REQUIREMENT — In the listing that follows, count every line holding the word "from" and give only the count.

DATA TO PROCESS —
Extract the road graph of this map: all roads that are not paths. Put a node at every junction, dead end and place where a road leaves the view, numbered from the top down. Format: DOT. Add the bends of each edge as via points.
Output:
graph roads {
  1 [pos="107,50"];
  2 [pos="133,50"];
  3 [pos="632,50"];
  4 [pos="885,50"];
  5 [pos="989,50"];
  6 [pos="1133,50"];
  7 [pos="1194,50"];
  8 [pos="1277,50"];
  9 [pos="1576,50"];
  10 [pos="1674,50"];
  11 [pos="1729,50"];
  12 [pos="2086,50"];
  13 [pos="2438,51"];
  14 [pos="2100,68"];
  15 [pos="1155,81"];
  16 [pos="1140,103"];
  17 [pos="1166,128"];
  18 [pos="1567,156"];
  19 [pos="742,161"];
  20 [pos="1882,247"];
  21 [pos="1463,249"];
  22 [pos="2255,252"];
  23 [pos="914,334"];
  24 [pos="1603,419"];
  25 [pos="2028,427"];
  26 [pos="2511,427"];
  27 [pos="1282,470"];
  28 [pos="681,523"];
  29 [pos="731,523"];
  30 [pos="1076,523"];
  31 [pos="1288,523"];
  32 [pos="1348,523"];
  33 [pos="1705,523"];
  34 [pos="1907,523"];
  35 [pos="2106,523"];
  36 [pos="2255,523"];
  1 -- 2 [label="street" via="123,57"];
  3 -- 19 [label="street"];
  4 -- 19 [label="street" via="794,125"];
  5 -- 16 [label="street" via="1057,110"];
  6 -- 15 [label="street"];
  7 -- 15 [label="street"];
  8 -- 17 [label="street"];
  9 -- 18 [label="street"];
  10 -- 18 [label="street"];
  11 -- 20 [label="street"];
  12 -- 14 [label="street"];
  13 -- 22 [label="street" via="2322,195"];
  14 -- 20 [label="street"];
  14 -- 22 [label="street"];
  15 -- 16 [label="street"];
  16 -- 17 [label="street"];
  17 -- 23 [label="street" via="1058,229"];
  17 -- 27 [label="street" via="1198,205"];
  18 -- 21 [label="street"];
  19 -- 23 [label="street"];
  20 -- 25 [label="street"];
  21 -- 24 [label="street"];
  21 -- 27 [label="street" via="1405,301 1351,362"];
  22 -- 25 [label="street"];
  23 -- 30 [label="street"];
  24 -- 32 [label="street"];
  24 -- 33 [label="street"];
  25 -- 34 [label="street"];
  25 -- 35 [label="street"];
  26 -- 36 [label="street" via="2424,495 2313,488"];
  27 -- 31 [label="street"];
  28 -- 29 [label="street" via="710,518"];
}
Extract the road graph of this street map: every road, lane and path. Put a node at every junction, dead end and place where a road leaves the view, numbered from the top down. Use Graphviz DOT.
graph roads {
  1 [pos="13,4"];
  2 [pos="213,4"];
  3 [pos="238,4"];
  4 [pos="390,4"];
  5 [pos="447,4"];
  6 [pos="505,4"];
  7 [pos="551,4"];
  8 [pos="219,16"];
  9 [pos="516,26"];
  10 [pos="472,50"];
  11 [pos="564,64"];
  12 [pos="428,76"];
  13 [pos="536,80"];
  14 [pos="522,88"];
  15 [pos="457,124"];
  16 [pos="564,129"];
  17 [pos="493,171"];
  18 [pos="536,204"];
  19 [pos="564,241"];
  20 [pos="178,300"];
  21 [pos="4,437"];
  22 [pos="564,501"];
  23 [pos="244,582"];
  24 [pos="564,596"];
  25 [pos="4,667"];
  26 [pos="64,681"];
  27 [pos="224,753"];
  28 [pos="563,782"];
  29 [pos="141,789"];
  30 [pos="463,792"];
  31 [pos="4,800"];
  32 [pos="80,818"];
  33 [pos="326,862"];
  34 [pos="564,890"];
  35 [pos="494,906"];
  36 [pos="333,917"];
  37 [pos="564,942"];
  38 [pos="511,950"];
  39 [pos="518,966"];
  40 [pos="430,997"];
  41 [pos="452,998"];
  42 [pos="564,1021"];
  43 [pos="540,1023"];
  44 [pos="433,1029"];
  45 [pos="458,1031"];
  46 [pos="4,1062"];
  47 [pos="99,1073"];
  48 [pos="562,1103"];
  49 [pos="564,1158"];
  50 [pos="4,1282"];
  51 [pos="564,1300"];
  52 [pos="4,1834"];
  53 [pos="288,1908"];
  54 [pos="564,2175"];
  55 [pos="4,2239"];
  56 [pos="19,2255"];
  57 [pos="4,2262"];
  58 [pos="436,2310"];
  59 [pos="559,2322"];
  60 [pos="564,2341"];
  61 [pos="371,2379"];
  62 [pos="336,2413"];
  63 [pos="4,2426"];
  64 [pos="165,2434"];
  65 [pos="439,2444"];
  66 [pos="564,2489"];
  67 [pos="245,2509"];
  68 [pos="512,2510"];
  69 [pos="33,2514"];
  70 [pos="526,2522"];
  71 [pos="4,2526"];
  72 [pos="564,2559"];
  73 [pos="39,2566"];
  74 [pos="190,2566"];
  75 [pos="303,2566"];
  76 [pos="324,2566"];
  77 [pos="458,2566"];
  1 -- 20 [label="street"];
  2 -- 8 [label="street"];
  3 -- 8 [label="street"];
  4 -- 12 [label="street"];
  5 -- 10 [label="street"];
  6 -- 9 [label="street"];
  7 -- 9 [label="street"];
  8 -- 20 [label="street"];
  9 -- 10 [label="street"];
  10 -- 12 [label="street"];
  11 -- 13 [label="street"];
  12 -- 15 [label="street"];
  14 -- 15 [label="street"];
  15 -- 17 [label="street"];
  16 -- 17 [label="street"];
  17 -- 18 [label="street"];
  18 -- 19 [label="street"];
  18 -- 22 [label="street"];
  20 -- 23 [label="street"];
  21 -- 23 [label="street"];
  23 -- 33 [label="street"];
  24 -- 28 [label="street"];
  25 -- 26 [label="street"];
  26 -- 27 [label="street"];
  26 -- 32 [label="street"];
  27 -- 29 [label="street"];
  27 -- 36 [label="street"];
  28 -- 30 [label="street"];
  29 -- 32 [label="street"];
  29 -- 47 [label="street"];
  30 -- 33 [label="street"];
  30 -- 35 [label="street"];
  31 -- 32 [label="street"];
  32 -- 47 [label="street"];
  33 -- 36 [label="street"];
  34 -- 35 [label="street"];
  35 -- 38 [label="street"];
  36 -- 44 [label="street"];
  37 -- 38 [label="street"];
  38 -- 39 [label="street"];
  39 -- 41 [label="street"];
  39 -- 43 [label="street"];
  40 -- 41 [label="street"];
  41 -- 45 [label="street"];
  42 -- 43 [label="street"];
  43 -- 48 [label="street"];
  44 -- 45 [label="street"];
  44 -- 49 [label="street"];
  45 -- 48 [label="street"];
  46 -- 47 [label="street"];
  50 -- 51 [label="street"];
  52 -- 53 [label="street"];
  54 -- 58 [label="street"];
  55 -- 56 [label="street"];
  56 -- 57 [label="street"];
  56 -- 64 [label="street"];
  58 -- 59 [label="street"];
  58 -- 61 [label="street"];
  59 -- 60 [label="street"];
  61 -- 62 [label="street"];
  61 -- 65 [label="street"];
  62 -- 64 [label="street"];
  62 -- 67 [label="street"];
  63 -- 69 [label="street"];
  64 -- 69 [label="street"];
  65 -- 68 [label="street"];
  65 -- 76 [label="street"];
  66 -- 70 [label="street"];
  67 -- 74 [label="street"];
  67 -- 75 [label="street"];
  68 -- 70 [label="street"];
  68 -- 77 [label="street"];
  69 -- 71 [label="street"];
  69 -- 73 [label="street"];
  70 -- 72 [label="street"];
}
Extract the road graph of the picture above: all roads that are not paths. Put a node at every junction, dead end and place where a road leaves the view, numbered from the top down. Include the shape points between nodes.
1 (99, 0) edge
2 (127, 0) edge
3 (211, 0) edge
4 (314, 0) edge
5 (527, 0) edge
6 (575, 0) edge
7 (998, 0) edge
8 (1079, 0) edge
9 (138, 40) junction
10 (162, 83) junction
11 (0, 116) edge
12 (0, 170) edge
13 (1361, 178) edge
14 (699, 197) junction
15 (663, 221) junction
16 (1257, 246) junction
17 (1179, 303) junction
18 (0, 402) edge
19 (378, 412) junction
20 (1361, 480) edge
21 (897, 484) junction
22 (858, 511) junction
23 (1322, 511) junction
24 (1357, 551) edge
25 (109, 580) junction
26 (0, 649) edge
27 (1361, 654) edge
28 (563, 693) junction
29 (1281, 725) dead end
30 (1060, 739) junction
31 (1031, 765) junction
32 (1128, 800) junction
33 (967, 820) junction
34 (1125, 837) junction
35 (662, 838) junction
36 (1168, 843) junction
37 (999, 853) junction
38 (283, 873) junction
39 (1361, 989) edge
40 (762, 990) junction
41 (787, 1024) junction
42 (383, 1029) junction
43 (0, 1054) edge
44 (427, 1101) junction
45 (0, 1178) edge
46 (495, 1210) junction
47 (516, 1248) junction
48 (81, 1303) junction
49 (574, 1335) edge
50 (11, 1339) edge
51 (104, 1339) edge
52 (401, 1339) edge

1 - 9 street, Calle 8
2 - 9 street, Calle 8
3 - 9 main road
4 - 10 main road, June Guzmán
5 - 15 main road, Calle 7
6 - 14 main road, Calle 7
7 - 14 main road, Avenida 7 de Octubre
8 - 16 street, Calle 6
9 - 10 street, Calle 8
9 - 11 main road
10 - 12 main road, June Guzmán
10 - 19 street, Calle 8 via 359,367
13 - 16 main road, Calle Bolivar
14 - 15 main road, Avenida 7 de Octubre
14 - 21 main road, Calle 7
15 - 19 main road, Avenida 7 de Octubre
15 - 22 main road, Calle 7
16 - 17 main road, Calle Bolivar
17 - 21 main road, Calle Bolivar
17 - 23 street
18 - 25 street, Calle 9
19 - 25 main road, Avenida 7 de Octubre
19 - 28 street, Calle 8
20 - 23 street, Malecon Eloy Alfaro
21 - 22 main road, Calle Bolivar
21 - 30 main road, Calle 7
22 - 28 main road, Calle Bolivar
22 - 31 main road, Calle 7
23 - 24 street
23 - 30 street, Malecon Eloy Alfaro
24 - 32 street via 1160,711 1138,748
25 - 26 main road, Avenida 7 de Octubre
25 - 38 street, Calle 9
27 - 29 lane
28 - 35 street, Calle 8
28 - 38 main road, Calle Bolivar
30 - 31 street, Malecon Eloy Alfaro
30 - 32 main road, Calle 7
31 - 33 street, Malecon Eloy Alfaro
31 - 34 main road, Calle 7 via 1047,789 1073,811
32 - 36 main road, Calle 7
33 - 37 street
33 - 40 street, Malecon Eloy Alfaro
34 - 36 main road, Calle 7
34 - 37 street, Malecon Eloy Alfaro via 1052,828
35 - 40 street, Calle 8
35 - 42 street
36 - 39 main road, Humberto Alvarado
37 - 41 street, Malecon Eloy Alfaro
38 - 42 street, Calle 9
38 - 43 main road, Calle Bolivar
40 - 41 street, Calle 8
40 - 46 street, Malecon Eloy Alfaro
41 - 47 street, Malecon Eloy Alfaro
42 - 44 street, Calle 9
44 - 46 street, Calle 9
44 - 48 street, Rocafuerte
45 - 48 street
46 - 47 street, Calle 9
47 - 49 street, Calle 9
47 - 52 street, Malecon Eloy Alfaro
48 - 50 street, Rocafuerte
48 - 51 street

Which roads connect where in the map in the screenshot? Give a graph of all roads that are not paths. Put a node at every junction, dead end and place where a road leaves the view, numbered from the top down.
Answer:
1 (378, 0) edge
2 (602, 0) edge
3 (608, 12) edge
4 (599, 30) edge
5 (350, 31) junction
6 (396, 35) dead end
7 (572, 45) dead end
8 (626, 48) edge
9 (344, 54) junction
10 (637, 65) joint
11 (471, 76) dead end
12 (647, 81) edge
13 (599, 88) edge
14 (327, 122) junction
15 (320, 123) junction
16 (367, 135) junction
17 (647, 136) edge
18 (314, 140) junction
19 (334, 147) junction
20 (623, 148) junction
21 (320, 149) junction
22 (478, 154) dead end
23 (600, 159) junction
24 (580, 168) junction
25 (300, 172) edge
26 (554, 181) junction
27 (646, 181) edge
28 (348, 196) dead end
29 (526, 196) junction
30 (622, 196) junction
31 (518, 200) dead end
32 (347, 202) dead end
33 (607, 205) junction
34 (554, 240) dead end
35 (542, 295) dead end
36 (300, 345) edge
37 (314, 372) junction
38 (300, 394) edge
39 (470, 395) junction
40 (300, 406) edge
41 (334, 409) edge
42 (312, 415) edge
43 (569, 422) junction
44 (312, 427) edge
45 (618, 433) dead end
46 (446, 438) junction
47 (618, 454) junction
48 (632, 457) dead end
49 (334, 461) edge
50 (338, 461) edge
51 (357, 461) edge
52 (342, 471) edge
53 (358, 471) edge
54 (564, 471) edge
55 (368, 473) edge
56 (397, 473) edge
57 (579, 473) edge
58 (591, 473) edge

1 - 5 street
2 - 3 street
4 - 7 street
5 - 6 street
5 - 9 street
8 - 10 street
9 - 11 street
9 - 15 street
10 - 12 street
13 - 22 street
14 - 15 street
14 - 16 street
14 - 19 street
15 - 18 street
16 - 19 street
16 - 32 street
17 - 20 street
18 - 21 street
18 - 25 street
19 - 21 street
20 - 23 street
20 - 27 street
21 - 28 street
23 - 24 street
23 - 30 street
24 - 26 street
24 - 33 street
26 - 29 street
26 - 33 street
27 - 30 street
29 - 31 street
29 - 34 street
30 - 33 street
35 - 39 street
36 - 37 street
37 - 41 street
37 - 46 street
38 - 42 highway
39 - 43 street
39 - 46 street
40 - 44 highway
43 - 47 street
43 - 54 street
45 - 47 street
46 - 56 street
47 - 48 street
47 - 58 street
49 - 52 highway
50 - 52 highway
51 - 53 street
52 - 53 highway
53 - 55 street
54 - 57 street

RESPONSE BOX — 4